TASK GOAL: Using the entries below, copy exactly each line from the line with "Digitize the connectivity" up to and including the line with "Write the network", with every picture left out.

(Stored data entries)
[Start of Attachment]

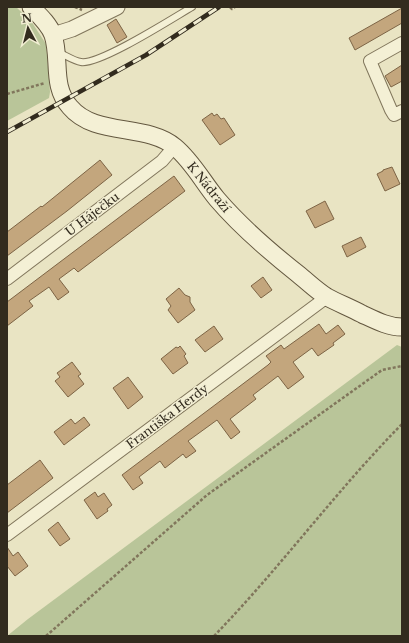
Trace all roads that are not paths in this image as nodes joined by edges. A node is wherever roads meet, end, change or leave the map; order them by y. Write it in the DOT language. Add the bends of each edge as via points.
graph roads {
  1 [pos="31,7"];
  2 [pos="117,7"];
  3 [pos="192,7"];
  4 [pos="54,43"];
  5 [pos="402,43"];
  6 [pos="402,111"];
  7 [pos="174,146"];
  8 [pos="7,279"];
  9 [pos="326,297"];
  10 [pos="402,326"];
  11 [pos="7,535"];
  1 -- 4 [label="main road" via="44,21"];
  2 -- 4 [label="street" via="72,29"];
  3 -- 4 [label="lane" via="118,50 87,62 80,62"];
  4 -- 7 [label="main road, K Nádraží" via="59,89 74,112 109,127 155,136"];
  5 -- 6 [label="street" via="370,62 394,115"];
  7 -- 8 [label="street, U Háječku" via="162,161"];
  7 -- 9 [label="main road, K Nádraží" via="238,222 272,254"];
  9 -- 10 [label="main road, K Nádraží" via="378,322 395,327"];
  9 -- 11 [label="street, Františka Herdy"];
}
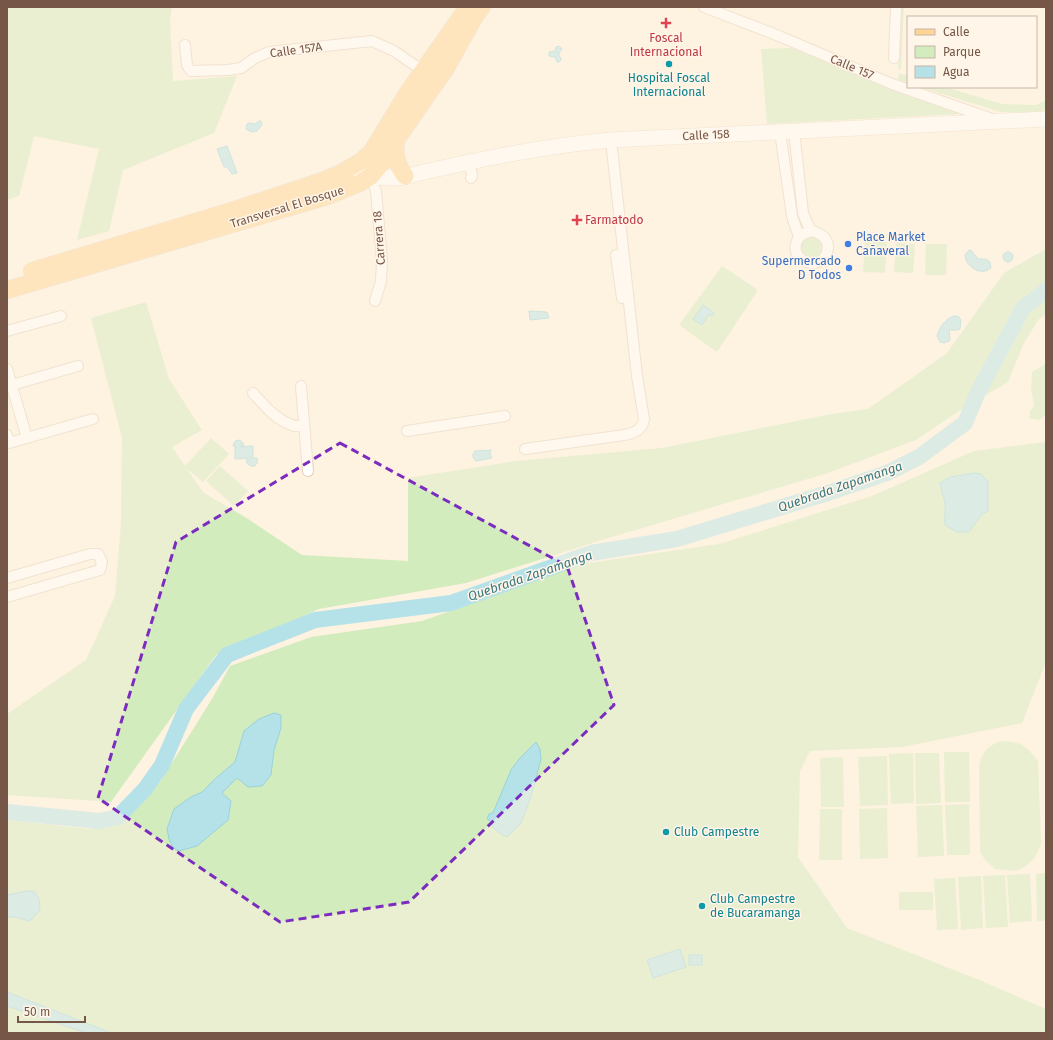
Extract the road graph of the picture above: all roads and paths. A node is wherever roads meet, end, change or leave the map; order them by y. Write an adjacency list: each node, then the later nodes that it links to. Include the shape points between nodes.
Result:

[End of Attachment]
[Start of Attachment]

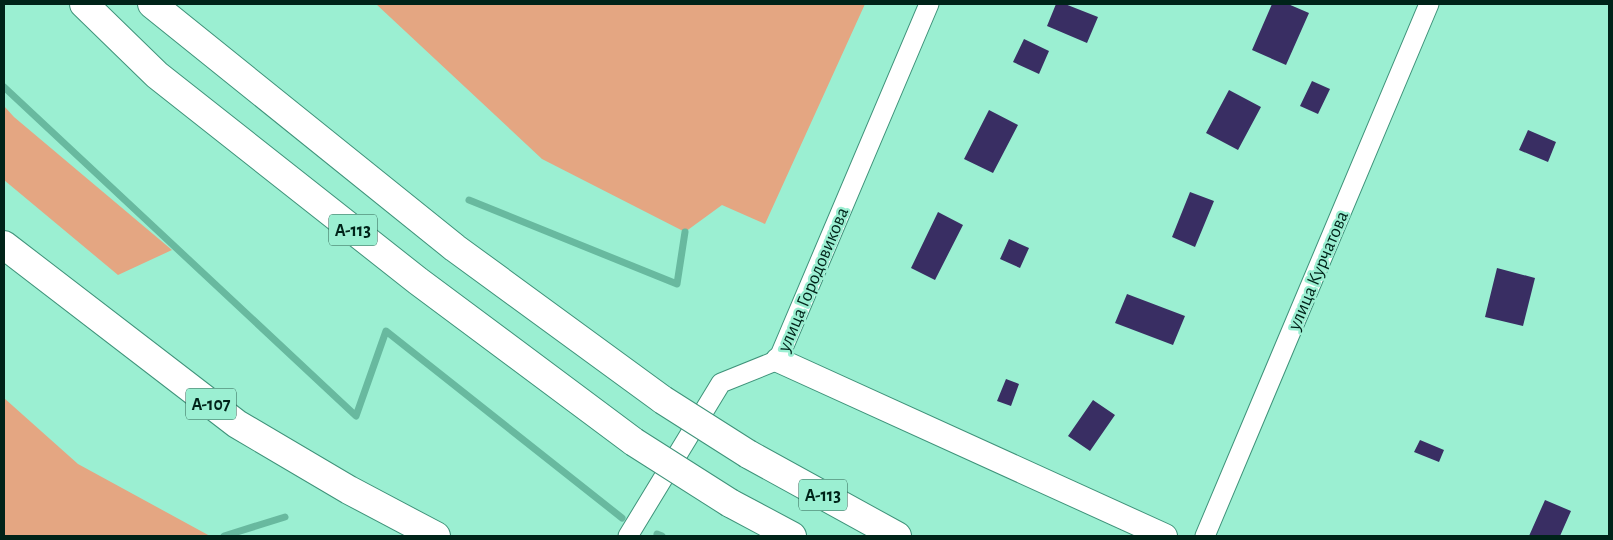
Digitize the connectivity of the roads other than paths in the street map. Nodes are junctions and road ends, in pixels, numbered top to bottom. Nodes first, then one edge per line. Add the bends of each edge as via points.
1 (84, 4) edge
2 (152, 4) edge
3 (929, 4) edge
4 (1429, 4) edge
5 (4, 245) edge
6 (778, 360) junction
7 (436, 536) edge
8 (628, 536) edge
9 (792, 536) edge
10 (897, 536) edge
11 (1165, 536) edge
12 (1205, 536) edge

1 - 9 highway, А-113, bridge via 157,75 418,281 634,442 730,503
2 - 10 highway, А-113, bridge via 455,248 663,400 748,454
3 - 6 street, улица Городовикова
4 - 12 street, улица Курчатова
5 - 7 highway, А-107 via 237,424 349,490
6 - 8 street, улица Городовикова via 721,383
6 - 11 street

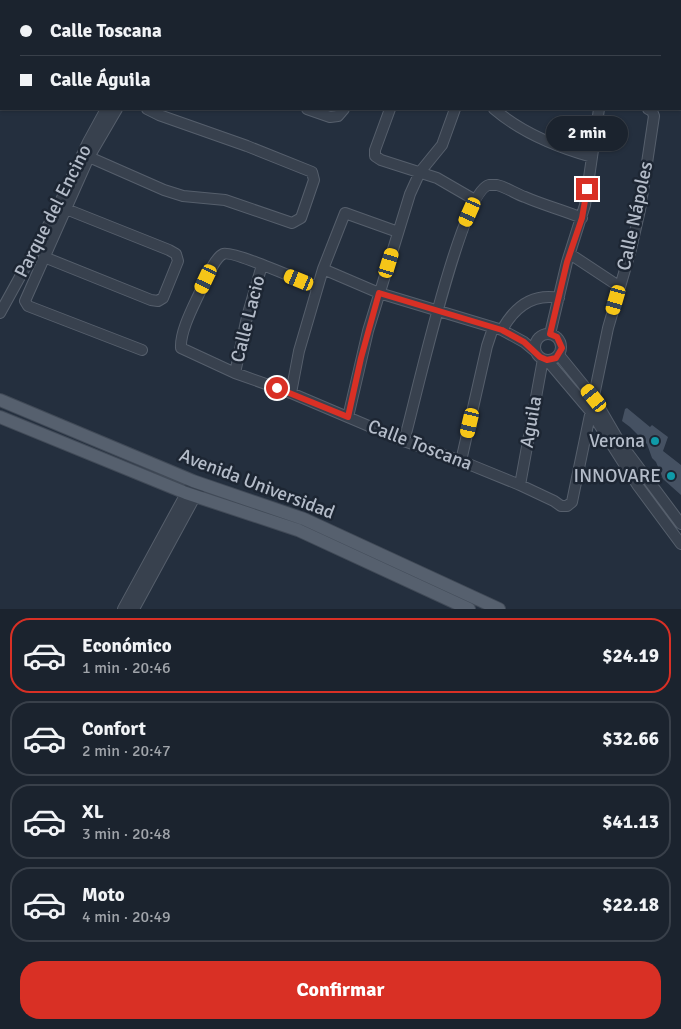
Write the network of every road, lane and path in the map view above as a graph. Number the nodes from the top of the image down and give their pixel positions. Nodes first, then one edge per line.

[End of Attachment]
[Start of Attachment]

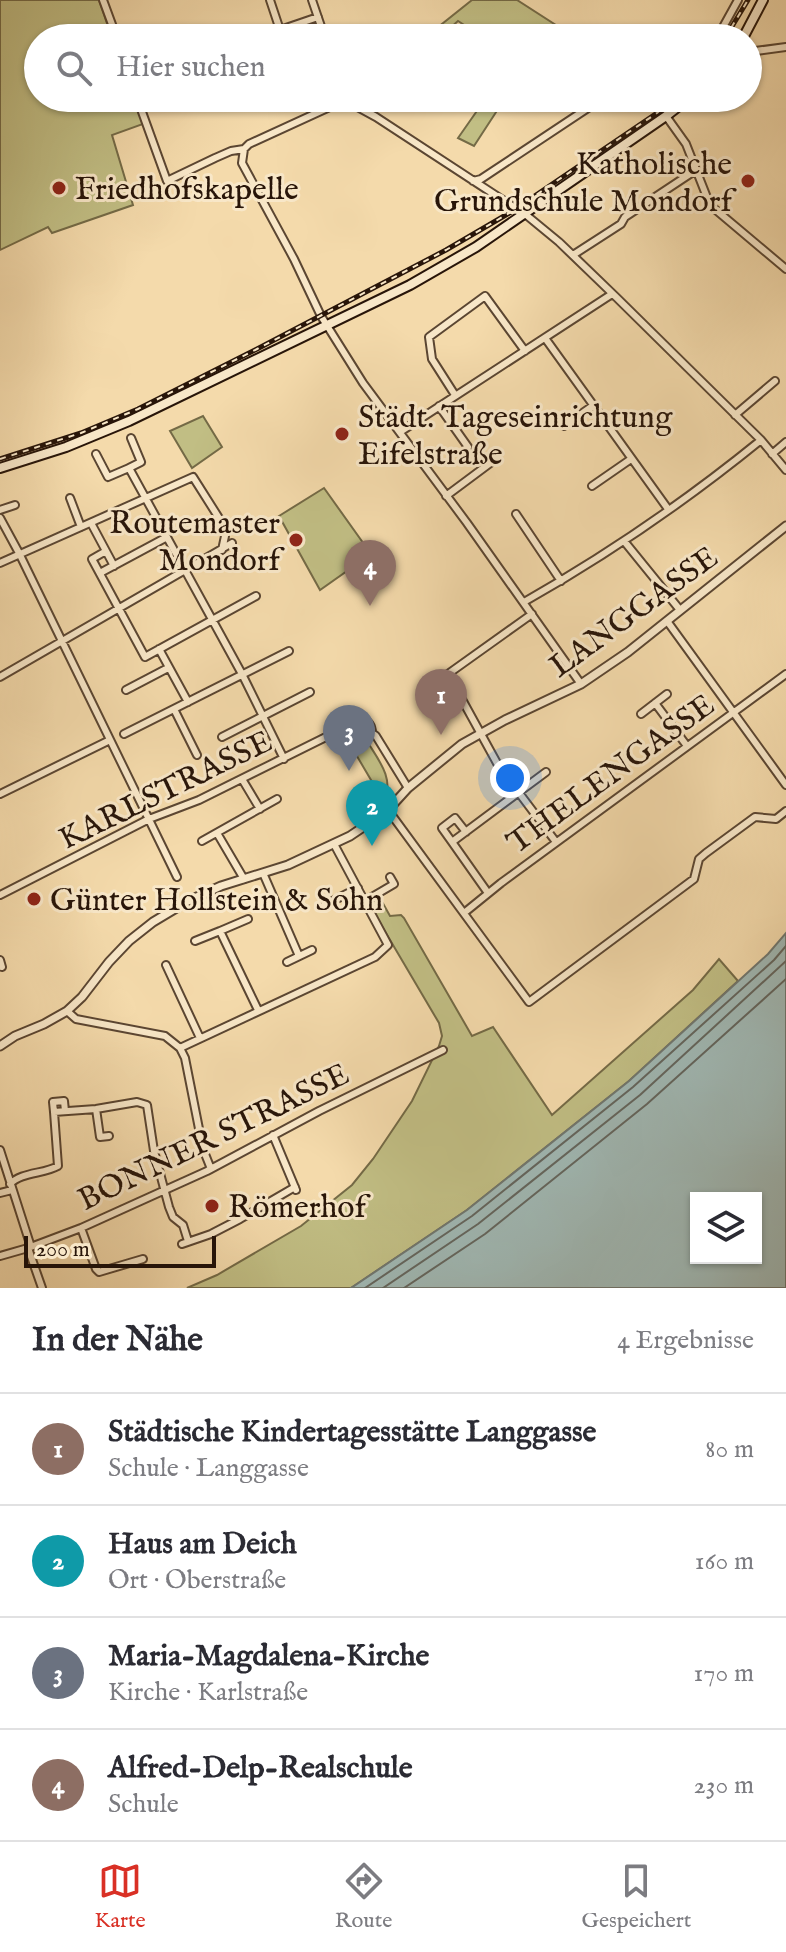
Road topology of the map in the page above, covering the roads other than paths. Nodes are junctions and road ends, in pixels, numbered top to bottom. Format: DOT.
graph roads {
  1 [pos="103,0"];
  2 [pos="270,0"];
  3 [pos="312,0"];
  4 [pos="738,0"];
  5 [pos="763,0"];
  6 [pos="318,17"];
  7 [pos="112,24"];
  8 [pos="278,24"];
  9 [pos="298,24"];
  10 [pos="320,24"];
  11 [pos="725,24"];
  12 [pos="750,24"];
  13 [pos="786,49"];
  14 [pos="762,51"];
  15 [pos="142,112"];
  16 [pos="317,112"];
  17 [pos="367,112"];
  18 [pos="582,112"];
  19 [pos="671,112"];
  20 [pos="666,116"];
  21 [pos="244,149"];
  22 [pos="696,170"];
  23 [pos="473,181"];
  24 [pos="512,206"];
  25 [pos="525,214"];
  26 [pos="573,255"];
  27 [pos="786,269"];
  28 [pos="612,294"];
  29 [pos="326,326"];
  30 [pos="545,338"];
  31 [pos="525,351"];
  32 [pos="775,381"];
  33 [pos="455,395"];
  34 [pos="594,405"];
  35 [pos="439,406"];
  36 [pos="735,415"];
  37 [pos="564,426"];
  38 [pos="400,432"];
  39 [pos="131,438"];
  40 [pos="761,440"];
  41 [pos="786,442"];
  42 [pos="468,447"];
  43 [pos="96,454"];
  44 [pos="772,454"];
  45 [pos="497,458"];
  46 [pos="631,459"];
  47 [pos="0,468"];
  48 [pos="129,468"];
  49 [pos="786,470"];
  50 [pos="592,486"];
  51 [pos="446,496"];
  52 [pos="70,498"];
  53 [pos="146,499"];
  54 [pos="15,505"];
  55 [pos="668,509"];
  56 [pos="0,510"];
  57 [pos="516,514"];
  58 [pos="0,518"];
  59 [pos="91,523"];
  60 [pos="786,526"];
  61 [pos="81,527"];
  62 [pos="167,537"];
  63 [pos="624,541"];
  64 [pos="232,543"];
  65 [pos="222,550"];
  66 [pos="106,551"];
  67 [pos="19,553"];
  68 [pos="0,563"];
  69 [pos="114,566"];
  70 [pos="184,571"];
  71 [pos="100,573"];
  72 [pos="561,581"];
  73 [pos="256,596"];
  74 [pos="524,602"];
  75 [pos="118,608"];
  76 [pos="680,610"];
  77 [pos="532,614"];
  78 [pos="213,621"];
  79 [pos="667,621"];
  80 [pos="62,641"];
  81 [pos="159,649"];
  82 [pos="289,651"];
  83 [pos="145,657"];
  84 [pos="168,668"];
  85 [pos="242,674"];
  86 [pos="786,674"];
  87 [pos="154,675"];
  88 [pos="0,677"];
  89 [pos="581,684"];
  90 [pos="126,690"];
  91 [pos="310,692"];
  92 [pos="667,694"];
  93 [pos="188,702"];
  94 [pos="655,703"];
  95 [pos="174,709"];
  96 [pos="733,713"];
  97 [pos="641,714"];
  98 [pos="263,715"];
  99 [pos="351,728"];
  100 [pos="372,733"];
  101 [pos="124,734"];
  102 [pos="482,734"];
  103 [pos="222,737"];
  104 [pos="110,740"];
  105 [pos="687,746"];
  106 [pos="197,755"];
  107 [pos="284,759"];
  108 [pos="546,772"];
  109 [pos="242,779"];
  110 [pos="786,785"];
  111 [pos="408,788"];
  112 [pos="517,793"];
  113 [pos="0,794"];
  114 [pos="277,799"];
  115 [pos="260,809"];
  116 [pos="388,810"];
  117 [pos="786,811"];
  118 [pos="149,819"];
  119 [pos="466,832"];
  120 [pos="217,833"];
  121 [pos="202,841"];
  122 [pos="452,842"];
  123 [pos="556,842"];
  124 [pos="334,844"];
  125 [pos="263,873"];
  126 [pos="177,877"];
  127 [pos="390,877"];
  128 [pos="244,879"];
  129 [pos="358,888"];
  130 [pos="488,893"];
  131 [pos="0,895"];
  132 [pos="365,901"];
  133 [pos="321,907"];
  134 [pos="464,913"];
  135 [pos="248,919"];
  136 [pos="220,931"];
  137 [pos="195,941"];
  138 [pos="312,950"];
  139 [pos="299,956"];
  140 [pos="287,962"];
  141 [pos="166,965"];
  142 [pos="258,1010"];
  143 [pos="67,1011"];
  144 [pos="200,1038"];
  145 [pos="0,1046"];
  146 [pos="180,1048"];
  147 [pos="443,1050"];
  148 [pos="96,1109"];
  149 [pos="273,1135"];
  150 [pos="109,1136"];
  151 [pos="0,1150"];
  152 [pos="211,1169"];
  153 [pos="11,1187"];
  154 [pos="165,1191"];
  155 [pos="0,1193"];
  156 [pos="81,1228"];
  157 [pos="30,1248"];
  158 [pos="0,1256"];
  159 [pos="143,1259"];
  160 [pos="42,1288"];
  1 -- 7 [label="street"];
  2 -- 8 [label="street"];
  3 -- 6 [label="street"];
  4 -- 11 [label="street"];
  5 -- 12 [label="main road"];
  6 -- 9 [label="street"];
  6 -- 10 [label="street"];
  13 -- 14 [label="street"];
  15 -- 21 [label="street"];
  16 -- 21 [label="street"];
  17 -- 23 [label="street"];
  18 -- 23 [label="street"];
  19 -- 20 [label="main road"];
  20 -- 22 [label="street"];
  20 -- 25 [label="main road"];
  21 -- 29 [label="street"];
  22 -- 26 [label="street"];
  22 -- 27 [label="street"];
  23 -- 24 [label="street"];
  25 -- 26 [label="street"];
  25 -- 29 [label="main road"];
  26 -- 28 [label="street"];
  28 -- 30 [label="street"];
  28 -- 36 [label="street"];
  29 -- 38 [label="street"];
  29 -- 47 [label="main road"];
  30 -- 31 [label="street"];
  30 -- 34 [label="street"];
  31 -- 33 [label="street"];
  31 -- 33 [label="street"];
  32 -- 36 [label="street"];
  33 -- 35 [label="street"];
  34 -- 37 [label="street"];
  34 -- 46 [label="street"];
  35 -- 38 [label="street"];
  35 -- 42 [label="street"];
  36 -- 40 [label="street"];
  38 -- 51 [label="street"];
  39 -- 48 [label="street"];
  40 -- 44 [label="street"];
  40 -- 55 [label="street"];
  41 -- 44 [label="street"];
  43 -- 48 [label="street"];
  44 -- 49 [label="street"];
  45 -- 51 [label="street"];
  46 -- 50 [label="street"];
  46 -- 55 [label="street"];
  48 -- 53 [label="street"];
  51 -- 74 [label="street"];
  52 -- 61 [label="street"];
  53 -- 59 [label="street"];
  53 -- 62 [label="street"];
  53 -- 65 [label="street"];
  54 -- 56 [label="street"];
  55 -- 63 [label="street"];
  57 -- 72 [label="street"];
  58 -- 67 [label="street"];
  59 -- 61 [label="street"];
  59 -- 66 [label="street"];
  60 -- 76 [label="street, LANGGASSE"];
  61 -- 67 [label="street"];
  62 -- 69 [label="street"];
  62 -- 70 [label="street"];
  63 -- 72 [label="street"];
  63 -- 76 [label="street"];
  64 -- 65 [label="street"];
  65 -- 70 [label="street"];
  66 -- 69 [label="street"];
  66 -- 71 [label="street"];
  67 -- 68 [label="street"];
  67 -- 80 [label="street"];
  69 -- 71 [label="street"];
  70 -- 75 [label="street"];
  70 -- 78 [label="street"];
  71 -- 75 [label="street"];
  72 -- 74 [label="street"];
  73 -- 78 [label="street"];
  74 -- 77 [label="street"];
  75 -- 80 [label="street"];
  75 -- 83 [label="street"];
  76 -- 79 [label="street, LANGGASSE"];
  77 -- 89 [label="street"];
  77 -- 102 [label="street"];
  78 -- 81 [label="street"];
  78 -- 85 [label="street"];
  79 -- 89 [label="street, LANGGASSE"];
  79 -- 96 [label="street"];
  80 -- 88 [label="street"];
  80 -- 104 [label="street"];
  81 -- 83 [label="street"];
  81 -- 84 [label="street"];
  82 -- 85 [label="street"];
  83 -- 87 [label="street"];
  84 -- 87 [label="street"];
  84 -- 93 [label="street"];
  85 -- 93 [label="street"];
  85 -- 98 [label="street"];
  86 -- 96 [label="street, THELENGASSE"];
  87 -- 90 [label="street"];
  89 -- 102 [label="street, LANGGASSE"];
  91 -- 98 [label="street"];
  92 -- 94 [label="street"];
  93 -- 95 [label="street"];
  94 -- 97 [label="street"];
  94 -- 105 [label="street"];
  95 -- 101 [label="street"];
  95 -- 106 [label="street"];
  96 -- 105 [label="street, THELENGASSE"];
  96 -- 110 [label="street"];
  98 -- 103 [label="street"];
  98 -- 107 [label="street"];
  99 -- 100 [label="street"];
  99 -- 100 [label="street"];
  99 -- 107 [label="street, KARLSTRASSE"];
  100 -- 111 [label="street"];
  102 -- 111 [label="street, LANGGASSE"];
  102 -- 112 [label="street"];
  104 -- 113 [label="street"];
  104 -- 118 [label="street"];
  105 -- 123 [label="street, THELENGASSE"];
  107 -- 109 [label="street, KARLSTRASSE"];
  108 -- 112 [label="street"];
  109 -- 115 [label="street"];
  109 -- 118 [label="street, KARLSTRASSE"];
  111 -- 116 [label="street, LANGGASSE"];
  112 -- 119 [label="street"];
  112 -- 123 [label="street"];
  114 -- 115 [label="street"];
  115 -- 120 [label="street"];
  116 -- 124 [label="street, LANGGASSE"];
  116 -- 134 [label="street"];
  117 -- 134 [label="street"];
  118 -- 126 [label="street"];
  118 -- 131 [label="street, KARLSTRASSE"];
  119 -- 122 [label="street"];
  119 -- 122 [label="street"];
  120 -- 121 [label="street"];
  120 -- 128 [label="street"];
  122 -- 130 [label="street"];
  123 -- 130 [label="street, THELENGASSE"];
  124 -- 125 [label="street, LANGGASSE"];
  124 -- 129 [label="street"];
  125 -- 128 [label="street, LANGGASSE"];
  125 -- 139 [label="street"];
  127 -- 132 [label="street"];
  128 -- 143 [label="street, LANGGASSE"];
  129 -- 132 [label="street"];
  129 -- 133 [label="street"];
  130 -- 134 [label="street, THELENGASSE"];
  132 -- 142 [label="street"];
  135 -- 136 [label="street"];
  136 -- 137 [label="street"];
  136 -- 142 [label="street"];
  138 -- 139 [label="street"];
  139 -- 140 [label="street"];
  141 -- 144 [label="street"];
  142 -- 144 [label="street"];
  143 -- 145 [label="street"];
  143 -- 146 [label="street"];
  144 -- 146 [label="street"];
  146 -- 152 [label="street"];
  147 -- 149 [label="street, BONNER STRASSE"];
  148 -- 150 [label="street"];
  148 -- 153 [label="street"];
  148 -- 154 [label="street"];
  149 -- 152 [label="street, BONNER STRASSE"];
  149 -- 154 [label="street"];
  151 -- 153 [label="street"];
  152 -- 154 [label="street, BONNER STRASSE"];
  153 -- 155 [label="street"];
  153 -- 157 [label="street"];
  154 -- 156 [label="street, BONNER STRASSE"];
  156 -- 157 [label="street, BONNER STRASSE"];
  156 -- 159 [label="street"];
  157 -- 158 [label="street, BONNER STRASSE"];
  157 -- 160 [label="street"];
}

[End of Attachment]

ANSWER FOR THIS EXERCISE:
Digitize the connectivity of the roads other than paths in the street map. Nodes are junctions and road ends, in pixels, numbered top to bottom. Nodes first, then one edge per line. Add the bends of each edge as via points.
1 (84, 4) edge
2 (152, 4) edge
3 (929, 4) edge
4 (1429, 4) edge
5 (4, 245) edge
6 (778, 360) junction
7 (436, 536) edge
8 (628, 536) edge
9 (792, 536) edge
10 (897, 536) edge
11 (1165, 536) edge
12 (1205, 536) edge

1 - 9 highway, А-113, bridge via 157,75 418,281 634,442 730,503
2 - 10 highway, А-113, bridge via 455,248 663,400 748,454
3 - 6 street, улица Городовикова
4 - 12 street, улица Курчатова
5 - 7 highway, А-107 via 237,424 349,490
6 - 8 street, улица Городовикова via 721,383
6 - 11 street

Write the network of every road, lane and path in the map view above as a graph. Number the nodes from the top of the image down and give their pixel positions. Nodes first, then one edge per line.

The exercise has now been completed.